MR KAINE (3.44): Mr Speaker, oh how the uninformed rush in where the informed fear to tread. I think that Mr Whitecross just made a speech that he is going to live to regret because it is in Hansard. There will come a time when Mr Whitecross is going to regret his intemperate and ill-informed comments. Mr Moore, I have no doubt, had a good reason for saying what he did. I suggest that he is far more informed on the budgetary process than Mr Whitecross is; but Mr Whitecross has to jump on the bandwagon, and he is obviously talking about things of which he has no knowledge at all. He is the potential Treasurer of the Territory should this Government ever trip up and fall, or if it does not get elected next time and he is still the leader. He will be the Treasurer. All I can say is, "Ho hum".

Mr Whitecross talks about the difficulties of scrutinising the budget when it is not brought down until September. Well, that has been the case for all but one year since we have had self-government, and we have managed it very well. The government of the day has never got off lightly because the Estimates Committee of the year has fudged it or has not done its job right. All I can suggest is that Mr Whitecross does not like working under any sort of pressure. He wants to be able to sit back for weeks on end, indulge himself, and go through the budget, all the nitty-gritty, when in fact the purpose is to examine the structure of the budget rather than its detail. I will be fascinated to watch the way that this new shadow Treasurer performs in the Estimates Committee under the same conditions that most of us have had to work under all our lives. It is nothing new at all. As I say, I think Mr Whitecross is demonstrating his lack of knowledge and his ineptitude. Maybe Mr Berry will be taking the job earlier than any of us can possibly conceive at the moment.

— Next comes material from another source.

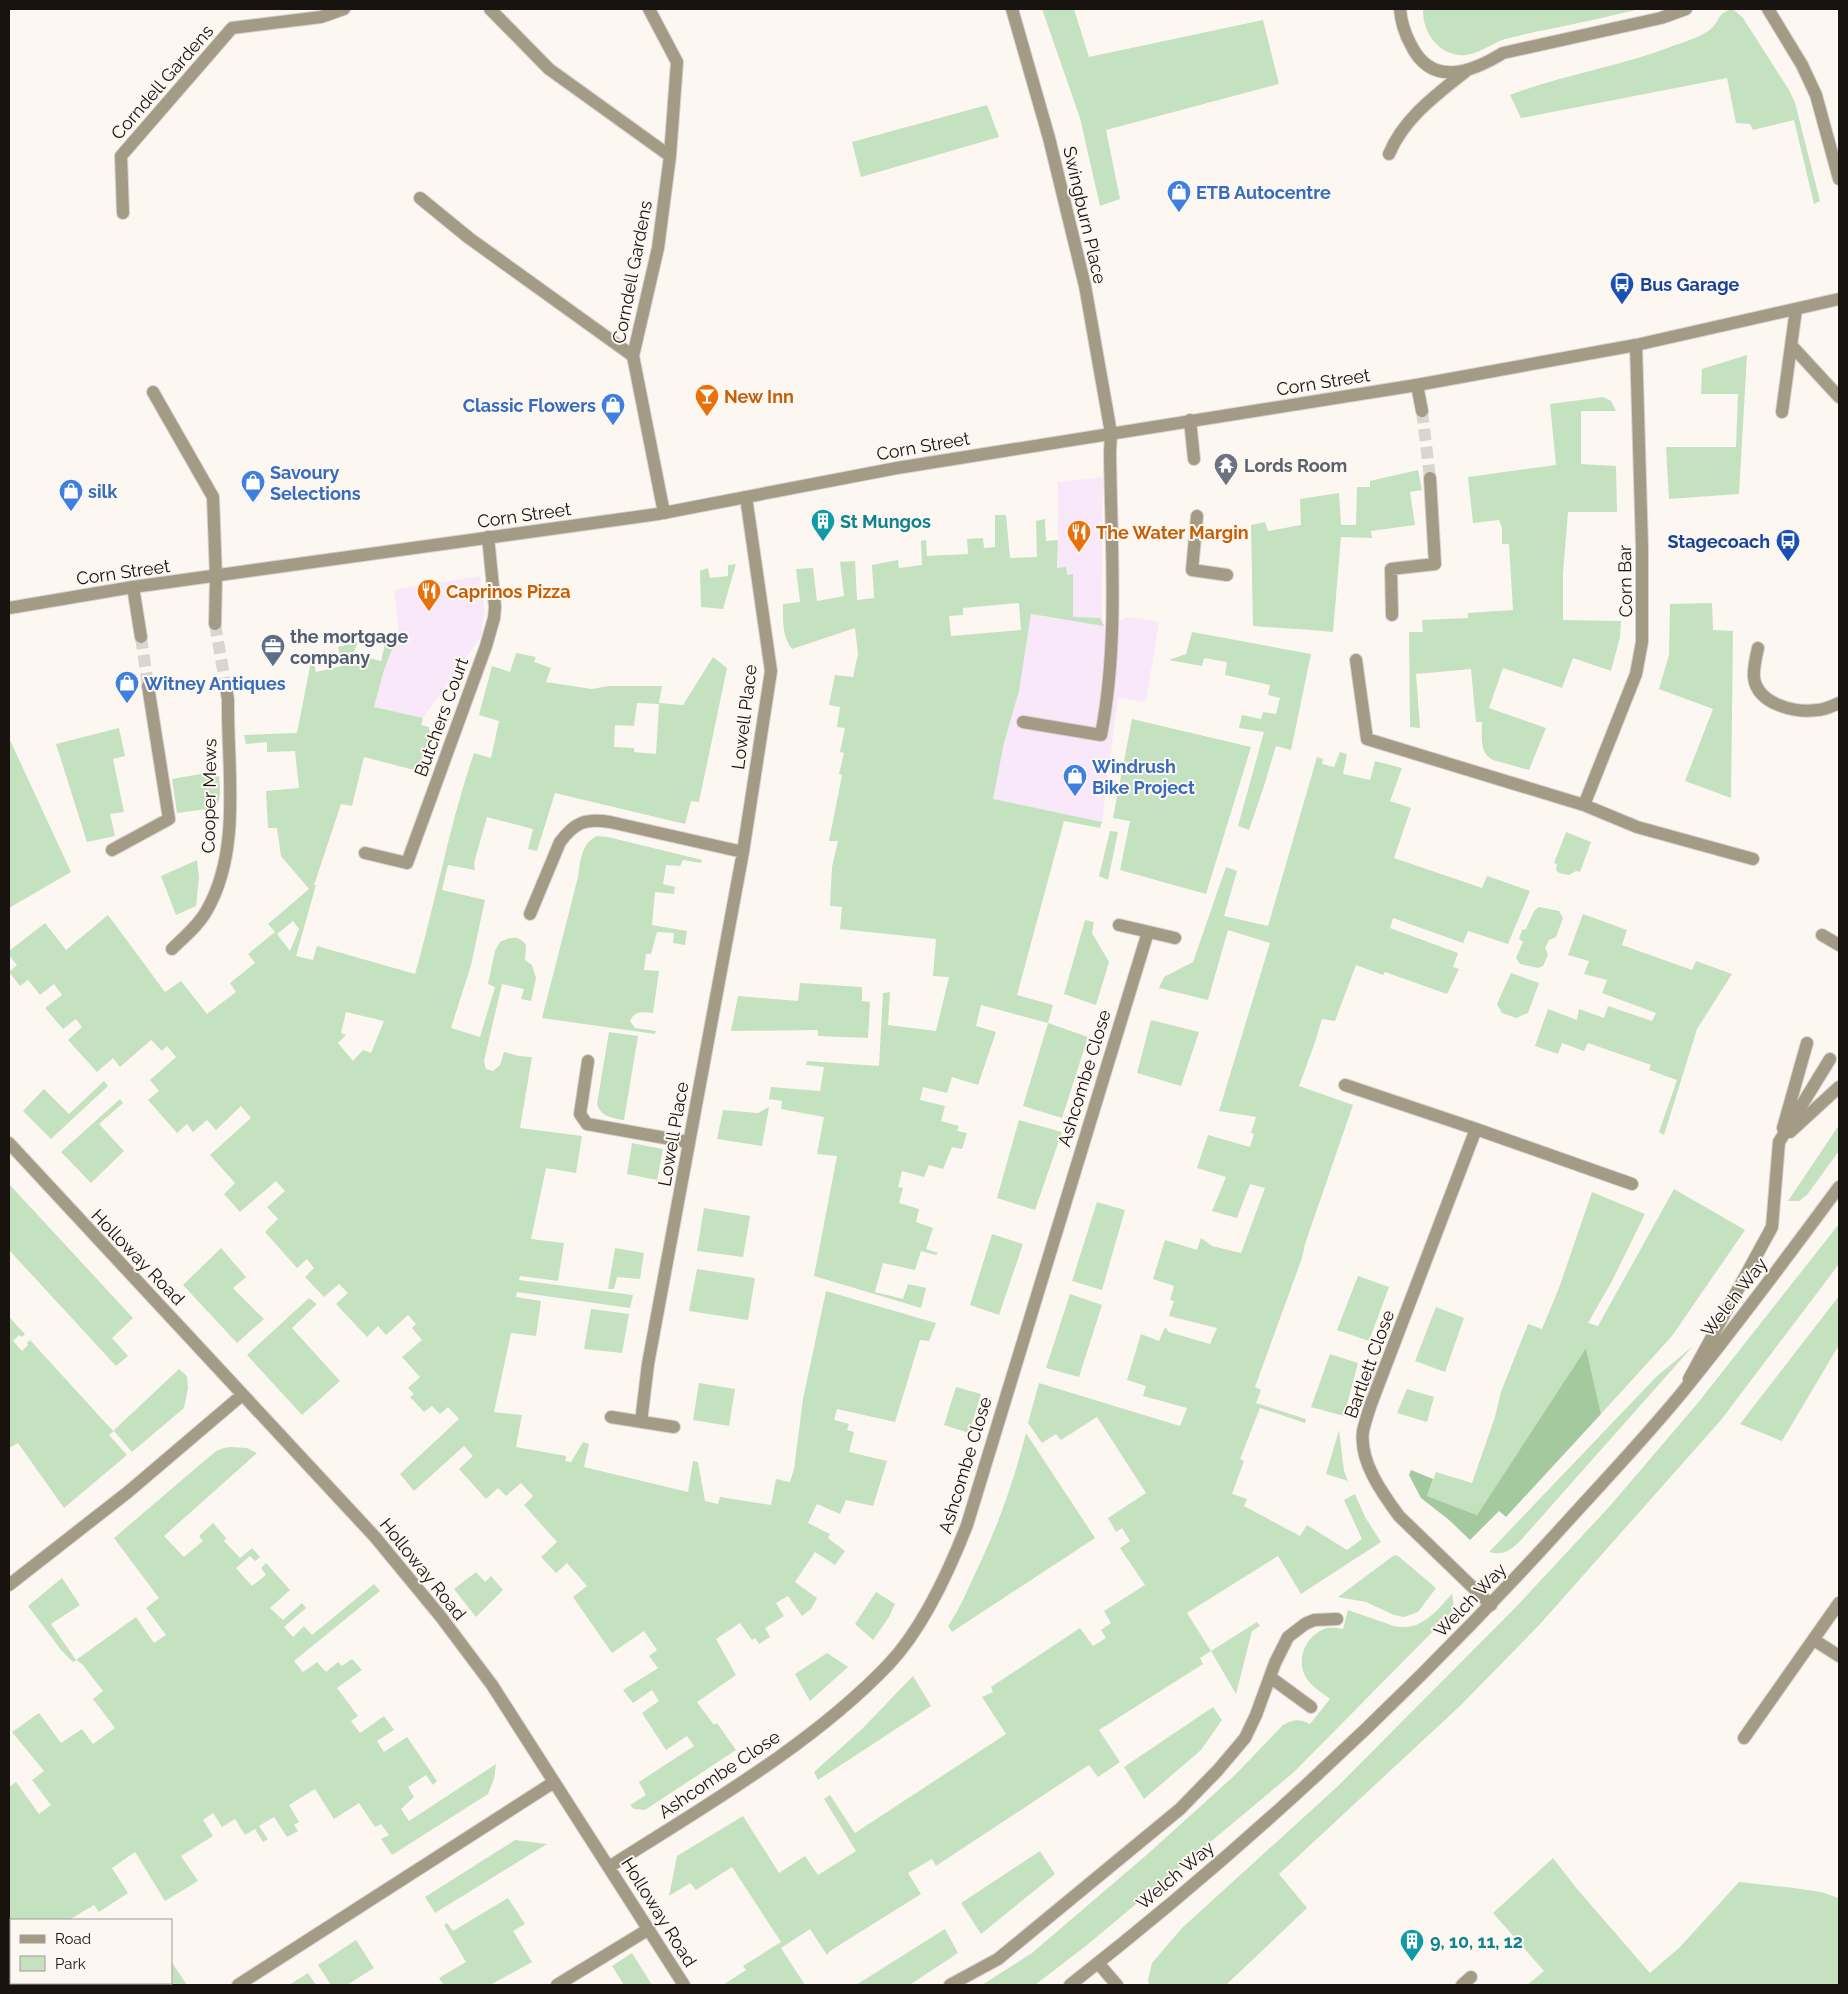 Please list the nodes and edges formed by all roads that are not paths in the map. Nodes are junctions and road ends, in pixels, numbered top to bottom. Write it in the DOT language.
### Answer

MS FOLLETT (3.46): I would like to make a couple of quick comments on this matter. I think it is entirely possible for the Government to produce its budget very much faster than the September date that Mrs Carnell has now given us. I have long held the view that governments ought to make every endeavour to bring down their budgets before the end of the financial year. There are good reasons for this. The first of those is to allow certainty in departments and agencies as to the extent of their budget funding and their program for the forthcoming year. The second reason is to fit in with our business community who budget on a financial year basis themselves and who, I think, benefit greatly from knowing, for instance, what the revenue regime from the Government will be for the forthcoming year. As for the many community groups who receive funding through the ACT budget, either directly or indirectly, an early budget obviously allows them much greater certainty in their own planning for the forthcoming year. So there is a large number of reasons why an early budget is very desirable.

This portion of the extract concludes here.